La Unión Europea es el gran consenso que queda en nuestro país. Nunca fue un proyecto que pretendiera transformar en un sentido democrático e igualitario a España y a Europa. Fue otra cosa: fugarse de España, poner fin a una historia de golpes de Estado, de guerras civiles, de dominio de una oligarquía sin proyecto de país y del control autoritario de las clases subalternas. En definitiva, unas estructuras de poder que hicieron imposible cualquier forma seria de reformismo económico y social. Nuestras élites vieron en la construcción europea un medio para poner fin a España como problema histórico-social. Sin embargo, a partir de la crisis de 2008, la solución, la Unión Europea, se convertía también en problema y emergían unas derechas aún más duras y profundamente autoritarias en todas partes.
El discurso europeísta fue cambiando.

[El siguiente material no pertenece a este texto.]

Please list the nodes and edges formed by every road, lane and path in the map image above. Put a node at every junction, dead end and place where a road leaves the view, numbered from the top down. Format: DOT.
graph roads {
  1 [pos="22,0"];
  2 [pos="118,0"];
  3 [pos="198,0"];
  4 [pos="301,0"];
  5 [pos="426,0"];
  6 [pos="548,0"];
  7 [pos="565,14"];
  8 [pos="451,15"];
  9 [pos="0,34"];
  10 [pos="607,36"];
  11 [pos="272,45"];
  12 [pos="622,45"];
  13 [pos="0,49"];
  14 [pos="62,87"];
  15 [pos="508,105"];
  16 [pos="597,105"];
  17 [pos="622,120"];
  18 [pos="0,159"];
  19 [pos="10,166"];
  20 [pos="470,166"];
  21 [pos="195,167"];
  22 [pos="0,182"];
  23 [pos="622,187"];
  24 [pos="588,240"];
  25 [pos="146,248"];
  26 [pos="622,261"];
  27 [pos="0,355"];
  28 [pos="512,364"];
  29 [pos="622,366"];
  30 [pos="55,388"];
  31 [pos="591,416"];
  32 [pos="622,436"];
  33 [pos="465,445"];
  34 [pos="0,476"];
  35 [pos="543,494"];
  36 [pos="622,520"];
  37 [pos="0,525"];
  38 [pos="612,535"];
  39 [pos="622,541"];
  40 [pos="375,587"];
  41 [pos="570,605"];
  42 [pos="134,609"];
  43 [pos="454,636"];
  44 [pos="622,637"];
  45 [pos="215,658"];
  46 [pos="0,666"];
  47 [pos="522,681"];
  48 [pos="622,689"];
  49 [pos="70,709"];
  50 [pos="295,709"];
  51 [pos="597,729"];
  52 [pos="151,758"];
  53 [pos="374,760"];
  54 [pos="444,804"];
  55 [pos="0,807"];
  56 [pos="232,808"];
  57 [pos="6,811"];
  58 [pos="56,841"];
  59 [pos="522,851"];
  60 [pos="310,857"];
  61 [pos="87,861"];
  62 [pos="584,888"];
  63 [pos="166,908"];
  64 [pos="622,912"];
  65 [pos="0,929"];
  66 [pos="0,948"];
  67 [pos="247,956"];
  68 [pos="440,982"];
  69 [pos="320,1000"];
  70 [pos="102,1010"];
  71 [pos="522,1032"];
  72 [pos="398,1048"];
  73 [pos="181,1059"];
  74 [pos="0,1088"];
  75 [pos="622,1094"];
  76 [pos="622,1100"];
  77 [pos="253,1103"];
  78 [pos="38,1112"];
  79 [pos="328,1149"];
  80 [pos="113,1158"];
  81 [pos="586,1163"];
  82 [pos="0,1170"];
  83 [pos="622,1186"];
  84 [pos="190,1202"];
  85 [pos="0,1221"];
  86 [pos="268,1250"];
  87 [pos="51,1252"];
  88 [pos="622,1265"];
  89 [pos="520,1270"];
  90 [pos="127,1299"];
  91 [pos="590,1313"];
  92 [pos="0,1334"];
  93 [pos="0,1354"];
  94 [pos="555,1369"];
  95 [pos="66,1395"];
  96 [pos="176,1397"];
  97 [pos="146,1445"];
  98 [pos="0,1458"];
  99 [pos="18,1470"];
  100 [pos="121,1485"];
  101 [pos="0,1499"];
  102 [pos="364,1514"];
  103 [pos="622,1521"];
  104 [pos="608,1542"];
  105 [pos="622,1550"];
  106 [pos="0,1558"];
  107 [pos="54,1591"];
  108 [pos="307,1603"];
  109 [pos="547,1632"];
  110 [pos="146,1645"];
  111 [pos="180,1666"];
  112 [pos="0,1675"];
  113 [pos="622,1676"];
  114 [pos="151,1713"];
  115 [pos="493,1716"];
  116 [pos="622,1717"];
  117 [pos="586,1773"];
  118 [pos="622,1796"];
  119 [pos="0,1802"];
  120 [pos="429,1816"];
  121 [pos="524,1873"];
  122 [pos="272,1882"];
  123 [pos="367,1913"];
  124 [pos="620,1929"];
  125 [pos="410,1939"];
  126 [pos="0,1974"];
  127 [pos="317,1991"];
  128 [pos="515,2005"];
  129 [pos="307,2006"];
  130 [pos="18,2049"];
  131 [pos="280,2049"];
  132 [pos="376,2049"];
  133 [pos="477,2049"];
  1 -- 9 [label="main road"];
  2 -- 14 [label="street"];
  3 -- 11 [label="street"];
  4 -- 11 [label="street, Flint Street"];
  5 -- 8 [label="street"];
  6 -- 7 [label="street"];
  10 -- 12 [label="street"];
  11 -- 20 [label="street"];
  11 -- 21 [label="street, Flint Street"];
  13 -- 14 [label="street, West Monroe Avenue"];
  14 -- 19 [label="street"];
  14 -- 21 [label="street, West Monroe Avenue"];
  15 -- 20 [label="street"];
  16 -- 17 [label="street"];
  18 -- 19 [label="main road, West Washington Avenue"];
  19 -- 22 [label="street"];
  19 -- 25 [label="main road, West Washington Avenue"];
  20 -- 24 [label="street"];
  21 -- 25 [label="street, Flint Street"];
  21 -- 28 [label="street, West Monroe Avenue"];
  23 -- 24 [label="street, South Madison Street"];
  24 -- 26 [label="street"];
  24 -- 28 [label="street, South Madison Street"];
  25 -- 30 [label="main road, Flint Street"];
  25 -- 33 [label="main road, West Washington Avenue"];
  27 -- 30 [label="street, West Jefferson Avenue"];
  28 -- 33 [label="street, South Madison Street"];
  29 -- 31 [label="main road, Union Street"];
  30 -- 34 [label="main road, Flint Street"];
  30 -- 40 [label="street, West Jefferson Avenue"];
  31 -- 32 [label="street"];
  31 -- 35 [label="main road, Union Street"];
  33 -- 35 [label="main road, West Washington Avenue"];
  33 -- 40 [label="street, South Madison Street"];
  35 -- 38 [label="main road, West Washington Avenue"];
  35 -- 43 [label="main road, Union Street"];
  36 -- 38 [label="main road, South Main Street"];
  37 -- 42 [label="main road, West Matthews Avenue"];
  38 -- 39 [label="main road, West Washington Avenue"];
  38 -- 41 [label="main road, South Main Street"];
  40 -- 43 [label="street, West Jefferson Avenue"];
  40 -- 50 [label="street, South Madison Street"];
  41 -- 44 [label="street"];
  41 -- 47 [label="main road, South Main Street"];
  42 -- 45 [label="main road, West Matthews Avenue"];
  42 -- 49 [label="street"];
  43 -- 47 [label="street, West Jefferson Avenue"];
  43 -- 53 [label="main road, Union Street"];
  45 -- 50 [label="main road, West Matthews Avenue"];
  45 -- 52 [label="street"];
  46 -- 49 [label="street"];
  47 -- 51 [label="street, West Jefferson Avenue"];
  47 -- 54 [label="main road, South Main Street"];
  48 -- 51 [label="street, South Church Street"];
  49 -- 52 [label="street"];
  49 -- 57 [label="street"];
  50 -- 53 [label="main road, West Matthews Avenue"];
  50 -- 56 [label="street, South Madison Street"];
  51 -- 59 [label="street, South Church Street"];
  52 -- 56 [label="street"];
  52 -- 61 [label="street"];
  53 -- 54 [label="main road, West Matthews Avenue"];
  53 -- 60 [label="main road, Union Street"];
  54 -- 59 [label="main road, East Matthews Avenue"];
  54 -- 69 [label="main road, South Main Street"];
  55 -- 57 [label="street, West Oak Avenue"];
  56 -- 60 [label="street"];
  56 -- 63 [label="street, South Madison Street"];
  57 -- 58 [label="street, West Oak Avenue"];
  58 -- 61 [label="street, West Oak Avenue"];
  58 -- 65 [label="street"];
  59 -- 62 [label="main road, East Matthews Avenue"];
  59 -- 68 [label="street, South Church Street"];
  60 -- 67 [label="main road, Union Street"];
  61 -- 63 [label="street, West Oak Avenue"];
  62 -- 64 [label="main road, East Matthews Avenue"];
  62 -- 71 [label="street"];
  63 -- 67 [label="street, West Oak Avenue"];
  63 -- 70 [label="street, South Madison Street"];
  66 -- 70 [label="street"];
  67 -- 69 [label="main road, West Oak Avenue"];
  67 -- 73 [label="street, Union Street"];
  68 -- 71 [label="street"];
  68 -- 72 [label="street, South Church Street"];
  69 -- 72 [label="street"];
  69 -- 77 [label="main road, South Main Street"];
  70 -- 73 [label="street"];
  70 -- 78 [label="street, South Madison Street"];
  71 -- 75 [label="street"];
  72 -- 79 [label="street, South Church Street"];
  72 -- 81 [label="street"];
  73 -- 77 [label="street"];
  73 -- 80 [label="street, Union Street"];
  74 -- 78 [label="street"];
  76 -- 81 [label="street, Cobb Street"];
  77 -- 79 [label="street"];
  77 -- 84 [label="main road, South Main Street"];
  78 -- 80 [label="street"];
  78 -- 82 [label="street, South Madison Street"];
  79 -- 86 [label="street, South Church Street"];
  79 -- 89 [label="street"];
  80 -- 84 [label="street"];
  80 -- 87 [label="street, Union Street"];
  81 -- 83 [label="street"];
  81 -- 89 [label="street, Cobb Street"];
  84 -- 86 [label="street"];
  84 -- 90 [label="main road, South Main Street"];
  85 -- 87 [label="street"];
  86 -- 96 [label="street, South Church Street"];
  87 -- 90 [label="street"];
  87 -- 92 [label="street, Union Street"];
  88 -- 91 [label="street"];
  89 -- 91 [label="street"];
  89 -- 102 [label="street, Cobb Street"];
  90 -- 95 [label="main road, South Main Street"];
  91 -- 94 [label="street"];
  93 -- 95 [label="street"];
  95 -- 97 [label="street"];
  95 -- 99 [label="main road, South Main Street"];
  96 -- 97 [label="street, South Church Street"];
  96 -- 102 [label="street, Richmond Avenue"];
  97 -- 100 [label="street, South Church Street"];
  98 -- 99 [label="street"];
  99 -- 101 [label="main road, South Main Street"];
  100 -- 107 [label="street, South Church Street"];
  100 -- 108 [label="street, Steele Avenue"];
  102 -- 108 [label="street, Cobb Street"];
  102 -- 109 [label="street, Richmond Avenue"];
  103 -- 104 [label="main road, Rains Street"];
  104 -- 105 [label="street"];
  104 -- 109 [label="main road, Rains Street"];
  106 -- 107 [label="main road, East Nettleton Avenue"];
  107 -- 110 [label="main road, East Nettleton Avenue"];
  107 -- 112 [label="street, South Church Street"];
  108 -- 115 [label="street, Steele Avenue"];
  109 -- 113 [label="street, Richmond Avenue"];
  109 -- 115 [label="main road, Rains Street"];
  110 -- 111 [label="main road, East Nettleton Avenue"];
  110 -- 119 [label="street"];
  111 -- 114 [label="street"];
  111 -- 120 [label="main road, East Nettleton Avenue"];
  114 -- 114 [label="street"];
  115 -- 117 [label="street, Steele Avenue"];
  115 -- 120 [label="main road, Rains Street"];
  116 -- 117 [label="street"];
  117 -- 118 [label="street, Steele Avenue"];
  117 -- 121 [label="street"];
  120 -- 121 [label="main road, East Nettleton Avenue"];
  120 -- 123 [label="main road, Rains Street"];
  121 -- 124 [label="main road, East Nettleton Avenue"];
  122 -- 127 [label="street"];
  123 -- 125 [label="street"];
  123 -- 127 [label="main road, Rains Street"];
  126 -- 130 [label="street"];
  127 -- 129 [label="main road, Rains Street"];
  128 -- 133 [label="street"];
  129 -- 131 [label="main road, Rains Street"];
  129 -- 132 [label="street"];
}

El acento ahora se pone en que la Unión Europea es la única garantía para preservar nuestras maltrechas libertades públicas, nuestro recortado Estado social, nuestros limitadísimos derechos laborales y sindicales. Más que nunca europeísmo del miedo, ante una España que parece retornar con su peor cara. Lo que se tira por la ventana acaba entrando por la puerta. Pensar así tiene, al menos, dos problemas: que esta Europa (la de la UE y la OTAN) es una defensora coherente de los derechos humanos básicos y que España no está en condiciones de gobernarse democráticamente a sí misma. Esto sí que es vieja historia.